Z. casado com Y, mulher, não pode gerar filhos em razão de azoospermia decorrente de cirurgia que removeu glândulas produtoras de esperma. Ele autorizou que Y fosse fertilizada, mediante inseminação artificial, com sêmen de H., amigo do casal. Ela ficou grávida e a criança N. nasceu viva. Foi registrada como filha do casal. Ocorreu grave desentendimento entre Z. e H. Agora, Z. pretende aforar ação negatória de paternidade sob o fundamento de não ser pai de N. É CORRETO afirmar que a pretensão de Z.
- A)não pode ser acolhida, porque o fundamento alegado contraria o princípio da paternidade responsável.
Errada, porque o ponto decisivo não é um suposto conflito com a paternidade responsável, mas a autorização prévia dada por Z ao procedimento.
- B)não pode ser acolhida, porque ele autorizou a inseminação artificial heteróloga.
Certa, porque o art. 1.597, V, do Código Civil presume a paternidade quando há inseminação artificial heteróloga com autorização do marido.
- C)pode ser acolhida, porque a inseminação artificial heteróloga é imoral.

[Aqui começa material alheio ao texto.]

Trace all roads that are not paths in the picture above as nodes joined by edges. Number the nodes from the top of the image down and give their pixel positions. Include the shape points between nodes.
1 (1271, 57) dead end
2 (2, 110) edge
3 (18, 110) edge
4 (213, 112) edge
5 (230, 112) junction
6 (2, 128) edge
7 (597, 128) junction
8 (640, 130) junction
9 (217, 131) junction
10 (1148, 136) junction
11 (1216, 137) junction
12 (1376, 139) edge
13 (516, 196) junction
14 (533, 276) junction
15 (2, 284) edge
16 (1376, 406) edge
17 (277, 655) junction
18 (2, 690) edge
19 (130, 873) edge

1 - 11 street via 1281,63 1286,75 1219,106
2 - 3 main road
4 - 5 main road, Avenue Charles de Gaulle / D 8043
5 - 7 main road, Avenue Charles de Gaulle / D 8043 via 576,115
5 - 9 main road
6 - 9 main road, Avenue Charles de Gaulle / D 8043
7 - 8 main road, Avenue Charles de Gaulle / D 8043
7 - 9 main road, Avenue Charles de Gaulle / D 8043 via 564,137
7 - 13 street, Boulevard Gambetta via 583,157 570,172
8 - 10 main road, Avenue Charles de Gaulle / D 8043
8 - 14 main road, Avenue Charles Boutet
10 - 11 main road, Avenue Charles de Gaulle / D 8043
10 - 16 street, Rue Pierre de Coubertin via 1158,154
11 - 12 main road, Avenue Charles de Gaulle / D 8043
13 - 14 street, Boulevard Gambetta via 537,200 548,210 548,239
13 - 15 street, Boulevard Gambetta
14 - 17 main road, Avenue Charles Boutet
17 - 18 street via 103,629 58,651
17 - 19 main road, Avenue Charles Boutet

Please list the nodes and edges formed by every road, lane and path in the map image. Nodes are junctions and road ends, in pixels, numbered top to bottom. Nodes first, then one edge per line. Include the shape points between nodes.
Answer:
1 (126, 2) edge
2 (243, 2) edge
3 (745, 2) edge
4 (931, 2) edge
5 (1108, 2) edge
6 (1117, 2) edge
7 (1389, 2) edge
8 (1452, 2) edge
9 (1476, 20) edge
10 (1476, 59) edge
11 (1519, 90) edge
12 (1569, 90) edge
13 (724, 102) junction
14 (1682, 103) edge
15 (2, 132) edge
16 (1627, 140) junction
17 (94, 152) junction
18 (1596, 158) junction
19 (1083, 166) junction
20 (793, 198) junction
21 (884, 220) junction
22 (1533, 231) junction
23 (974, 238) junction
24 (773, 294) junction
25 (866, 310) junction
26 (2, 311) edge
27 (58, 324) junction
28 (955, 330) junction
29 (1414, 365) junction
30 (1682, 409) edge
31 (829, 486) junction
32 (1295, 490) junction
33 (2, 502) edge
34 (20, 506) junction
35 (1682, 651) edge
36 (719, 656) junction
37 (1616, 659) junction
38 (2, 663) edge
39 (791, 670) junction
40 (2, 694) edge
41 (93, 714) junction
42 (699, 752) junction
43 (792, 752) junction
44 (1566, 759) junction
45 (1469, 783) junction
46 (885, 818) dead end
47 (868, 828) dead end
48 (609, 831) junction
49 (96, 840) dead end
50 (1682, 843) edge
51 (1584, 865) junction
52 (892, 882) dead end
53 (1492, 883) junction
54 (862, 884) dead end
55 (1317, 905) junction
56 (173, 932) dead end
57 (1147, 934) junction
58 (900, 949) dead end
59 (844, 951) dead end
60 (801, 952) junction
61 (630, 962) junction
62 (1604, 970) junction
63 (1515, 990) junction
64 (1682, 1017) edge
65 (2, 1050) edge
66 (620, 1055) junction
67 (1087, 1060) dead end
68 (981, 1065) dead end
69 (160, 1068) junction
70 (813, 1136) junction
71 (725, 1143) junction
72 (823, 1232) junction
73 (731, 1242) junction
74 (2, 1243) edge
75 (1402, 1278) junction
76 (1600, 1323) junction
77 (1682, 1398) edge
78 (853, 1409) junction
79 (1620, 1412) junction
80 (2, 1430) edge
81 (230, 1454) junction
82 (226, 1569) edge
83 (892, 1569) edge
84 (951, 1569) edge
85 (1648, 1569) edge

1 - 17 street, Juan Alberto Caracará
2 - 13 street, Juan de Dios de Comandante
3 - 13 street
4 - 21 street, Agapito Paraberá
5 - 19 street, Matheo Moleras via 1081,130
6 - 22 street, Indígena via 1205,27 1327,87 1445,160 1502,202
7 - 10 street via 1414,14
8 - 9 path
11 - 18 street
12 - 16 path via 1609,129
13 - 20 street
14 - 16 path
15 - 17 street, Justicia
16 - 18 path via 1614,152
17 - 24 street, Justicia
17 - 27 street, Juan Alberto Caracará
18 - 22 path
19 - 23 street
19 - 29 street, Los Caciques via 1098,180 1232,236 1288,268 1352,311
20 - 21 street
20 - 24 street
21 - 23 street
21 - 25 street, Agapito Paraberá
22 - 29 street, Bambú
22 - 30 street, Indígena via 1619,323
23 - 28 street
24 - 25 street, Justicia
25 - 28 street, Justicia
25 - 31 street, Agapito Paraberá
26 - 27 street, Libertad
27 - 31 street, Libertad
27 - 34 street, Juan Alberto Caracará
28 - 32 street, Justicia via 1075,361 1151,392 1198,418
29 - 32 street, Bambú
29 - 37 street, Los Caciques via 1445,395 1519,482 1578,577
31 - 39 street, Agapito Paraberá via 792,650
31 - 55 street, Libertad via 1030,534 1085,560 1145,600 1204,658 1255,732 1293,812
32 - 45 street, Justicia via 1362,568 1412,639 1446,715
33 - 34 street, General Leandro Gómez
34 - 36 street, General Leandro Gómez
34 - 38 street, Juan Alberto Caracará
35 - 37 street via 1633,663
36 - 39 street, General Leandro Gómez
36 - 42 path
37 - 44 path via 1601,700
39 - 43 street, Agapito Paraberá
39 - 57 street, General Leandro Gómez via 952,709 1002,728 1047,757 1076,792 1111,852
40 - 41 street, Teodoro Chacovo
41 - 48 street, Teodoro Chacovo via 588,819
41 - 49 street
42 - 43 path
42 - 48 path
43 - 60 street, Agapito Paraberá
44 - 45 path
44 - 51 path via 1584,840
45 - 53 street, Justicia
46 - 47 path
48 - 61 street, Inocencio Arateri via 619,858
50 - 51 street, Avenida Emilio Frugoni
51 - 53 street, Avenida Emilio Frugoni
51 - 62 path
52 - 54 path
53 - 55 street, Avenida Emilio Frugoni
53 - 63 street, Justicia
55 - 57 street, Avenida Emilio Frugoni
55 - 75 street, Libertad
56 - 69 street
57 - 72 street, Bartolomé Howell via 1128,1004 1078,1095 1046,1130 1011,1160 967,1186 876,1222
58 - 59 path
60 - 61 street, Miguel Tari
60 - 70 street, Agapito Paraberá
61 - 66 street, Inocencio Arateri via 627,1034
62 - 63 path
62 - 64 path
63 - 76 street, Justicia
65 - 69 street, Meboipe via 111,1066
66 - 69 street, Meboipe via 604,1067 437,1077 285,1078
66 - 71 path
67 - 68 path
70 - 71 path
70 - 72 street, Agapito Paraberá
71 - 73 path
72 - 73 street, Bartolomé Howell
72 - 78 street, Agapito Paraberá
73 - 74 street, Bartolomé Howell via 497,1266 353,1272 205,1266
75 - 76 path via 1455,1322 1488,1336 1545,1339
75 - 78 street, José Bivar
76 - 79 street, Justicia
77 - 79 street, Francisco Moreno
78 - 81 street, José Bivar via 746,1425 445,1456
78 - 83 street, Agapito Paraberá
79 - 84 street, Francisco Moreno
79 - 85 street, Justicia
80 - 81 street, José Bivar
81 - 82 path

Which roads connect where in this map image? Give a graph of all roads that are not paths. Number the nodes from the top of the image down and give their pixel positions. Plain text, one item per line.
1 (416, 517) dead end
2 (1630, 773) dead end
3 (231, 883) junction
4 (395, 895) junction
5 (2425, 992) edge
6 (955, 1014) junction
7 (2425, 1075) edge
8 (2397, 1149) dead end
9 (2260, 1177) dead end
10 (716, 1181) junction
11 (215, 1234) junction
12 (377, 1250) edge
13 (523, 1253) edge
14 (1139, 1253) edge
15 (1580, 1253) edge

Errada, porque a eventual discussão moral não afasta a regra legal que reconhece a filiação nesse tipo de reprodução assistida.
- D)pode ser acolhida, porque apenas a paternidade biológica é admitida no direito brasileiro.
Errada, porque o direito brasileiro não admite apenas a paternidade biológica, já que a filiação também pode decorrer de presunção legal e da vontade manifestada no consentimento ao procedimento.
Gabarito: B
A questão gira em torno da filiação nascida por inseminação artificial heteróloga, isto é, com sêmen de terceiro doador. No direito brasileiro, quando o marido autoriza o procedimento, a lei presume a paternidade do filho assim concebido. A regra está no art. 1.597, V, do Código Civil: se houve fecundação artificial heteróloga com prévia autorização do marido, o vínculo de paternidade se forma juridicamente, ainda que não exista parentesco biológico. Traduzindo para o caso: Z sabia da impossibilidade de gerar filhos, autorizou a fertilização de Y com sêmen de H. e a criança nasceu viva e foi registrada como filha do casal. Depois de autorizar a técnica, Z não pode simplesmente voltar atrás porque brigou com H. O ordenamento protege a boa-fé, a estabilidade da filiação e a segurança jurídica da criança, que não pode ficar no meio da confusão adulta. Por isso, a ação negatória de paternidade não deve prosperar. A paternidade aqui não depende apenas de genética, mas também da vontade juridicamente relevante manifestada no momento da técnica de reprodução assistida. A doutrina costuma destacar que, nesse ponto, vale mais a parentalidade responsável do que a biologia nua e crua. Em resumo: autorizou a inseminação heteróloga, assumiu a paternidade para todos os efeitos. O resultado prático é que Z permanece pai de N., e a pretensão de afastar essa filiação não encontra apoio no Código Civil.